Doug, thanks for the suggestions. I saw a half dozen odd Delany novels
in a second hand bookshop while in Sydney, last. I already have four and
couldn't get them then, running out of cash and already had more books
then I could comfortably carry. I hope to read all the Delany I can find
next year. Currently working my way through Gore Vidal's oeuvre. My
reading is more methodical then it may appear, even if I do have the
time only to read and write, without work or teaching like many others
on this list.
It is good to hear Delany is getting more attention. Yet again, I am
going to give the literature departments in universities a thrashing for
unacknowledged homophobia. To study, at graduate or doctorate level the
writings of Gore Vidal or even Delany gets shafted into the highly
specialised and limited area known as gay fiction. Graduate students get
told; study that far too narrow specialised area and you won't find a
teaching job. Too narrow, too specialised, how can you then be expected
to teach something like modernist poetics. You won't have the skills. I
don't know whether to laugh or cry at being told this, I really don't.
The professor sprouting these words considers himself a bit of an expert
on modernist poetics. He knows all about it. Hasn't he ever heard of
modernist fourth person singular point of view? Has he even read Vidal?
Mention Santayanna, Vidal's favorite philosopher, and you'd probably get
a blank stare. Christopher Norris _On deconstruction_ would do for him.
A lazy fashion for deconstruction, to echo Derrida's own words.
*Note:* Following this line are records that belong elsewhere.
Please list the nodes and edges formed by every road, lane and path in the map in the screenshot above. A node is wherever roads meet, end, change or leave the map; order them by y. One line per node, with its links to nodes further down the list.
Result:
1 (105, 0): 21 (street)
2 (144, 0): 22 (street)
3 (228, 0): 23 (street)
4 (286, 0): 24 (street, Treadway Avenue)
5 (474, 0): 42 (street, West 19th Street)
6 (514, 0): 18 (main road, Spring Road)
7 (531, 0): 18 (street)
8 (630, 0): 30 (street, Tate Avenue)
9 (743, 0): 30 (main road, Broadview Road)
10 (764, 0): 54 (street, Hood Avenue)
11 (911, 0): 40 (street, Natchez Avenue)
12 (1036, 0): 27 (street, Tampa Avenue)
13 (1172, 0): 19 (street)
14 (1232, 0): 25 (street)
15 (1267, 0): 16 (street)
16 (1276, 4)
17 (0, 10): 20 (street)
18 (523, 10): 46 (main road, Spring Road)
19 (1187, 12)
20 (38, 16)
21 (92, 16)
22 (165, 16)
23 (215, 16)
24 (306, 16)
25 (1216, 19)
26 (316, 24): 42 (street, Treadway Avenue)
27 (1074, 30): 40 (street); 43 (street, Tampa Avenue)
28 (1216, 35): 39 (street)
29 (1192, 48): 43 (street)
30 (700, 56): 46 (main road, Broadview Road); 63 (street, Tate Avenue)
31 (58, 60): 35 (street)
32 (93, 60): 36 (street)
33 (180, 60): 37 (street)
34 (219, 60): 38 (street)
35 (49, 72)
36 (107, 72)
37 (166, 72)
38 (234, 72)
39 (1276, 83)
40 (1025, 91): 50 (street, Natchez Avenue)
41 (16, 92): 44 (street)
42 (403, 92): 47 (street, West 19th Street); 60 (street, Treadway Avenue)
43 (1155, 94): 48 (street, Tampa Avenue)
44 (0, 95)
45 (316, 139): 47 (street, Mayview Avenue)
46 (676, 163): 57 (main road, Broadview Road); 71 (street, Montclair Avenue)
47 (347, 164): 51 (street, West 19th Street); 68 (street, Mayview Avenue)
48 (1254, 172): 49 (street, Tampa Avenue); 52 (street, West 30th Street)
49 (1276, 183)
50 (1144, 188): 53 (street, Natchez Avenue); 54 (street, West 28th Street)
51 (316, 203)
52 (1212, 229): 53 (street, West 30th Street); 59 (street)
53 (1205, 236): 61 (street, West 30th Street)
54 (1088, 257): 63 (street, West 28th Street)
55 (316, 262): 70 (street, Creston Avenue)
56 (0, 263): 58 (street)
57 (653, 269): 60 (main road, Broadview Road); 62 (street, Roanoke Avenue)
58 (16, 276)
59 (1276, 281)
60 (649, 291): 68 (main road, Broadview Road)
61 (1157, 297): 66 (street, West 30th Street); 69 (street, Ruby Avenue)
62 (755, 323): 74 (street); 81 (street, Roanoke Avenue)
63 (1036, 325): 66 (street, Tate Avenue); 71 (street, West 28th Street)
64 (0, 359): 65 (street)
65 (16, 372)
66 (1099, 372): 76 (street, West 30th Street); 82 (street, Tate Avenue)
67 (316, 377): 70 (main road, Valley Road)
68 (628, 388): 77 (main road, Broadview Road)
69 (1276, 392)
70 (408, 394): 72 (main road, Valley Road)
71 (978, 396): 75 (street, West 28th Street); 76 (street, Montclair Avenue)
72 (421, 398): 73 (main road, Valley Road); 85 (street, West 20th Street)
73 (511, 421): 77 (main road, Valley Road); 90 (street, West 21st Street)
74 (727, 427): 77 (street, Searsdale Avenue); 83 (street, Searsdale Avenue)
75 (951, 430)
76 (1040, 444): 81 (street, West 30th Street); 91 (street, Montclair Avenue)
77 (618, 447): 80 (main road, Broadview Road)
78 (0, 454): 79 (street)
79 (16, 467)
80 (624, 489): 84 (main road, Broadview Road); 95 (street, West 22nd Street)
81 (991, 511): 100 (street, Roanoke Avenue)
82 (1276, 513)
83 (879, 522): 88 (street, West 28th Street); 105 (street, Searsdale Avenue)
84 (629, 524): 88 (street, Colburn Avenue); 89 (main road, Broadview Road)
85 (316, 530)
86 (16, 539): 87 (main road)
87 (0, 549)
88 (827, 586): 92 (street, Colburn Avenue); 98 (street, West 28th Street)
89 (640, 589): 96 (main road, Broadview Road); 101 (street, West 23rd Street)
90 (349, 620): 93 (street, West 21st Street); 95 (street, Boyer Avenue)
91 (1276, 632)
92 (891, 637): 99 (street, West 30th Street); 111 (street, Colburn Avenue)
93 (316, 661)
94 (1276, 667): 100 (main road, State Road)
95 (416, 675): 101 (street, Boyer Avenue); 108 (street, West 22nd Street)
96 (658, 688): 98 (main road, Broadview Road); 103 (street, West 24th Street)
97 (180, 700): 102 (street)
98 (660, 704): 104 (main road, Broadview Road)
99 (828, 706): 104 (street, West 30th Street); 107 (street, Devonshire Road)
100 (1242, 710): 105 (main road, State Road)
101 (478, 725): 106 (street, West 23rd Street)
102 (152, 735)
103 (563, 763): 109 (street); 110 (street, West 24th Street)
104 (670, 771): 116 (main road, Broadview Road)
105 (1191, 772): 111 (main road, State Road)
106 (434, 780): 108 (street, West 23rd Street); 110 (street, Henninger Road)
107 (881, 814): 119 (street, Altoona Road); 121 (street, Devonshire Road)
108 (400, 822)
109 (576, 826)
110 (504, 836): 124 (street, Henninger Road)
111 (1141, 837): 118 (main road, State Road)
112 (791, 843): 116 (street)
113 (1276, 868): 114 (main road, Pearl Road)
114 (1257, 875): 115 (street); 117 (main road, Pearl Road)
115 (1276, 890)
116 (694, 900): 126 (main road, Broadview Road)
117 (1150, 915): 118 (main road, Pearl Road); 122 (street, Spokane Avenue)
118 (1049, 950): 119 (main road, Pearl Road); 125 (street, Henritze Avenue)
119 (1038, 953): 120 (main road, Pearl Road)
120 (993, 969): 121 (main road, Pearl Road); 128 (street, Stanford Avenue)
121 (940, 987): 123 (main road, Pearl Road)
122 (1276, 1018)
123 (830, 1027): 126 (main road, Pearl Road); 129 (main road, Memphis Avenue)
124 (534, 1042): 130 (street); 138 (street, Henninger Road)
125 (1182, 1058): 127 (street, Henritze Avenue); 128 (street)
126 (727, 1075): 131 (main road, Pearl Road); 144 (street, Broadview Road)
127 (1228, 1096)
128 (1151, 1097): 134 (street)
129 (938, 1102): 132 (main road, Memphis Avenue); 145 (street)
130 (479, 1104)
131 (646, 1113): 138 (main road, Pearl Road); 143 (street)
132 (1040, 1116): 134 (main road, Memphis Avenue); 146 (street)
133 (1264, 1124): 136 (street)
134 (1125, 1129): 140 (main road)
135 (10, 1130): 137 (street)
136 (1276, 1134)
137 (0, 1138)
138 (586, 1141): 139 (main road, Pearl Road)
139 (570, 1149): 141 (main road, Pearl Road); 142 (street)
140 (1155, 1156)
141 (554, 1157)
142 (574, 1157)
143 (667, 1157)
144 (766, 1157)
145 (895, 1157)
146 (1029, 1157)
A lesbian does a doctorate on Gertrude Stein. A highly specialised
experimental lesbian writer, she is told. she finally finds a teaching
post in a new out of the way university and spends the rest of her
career fearing for her job with each shake-up the Government is giving
the universities. Far, far, far too specialised, she is told. How can
you possibly teach modernist poetics with a background like that? I have
Gertrude Stein's _Lectures in America_ beside me as I write this. What
can this professor, a self proclaimed specialist in modernist poetics be
thinking? Has he even read Gertrude Stein? It is becoming a generalised
story which repeats itself over and over and over and over again. How
many times have I been told I couldn't possibly have learnt any
modernist aesthetics with a graduate thesis on queer aesthetics. I think
of the younger generation; Stephen Dunn, for example, who wrote his
thesis on the history of gay plays in Sydney and was awarded a first
class. He went on to be an award winning drama critic. I don't know what
he is doing now. I hope he is permitted to continue onto a doctorate, if
that is his wish. Dean Kiley slipped through and scored a doctorate
reading old _Art and Text_ journals edited by Paul Taylor and Paul Floss
and published in the 1980's on deconstructive mimesis. Best, perhaps, to
side step the article published in 1985 in _Art and Text_, Nomad Art, by
Gilles Deleuze. Too specialised for the modern literary department, that
one.
Still the fight goes on. Shafted into the too specialised area called
gay studies or gay literature. It is called homophobia. Structural
discrimination against lesbians and gay men which slips pass the
anti-discrimination policies of most universities because a heterosexual
professor considers the area too specialised, considers these writers
cannot possibly have anything to do with modernist poetics or any other
lame excuse they like to drag out when that one fails. Perhaps it is too
much of a truism: most innovative, original and groundbreaking thinking
in the liberals arts and humanities in Australia happens outside of the
universities. The universities of stupidity. That is homophobia.
best wishes
Chris Jones.
(Not aimed at you, of course, Doug. Officially, at least, I too am a
member of the liberal arts academy, listed as an expert in several
areas.... right now happy not to have to teach.)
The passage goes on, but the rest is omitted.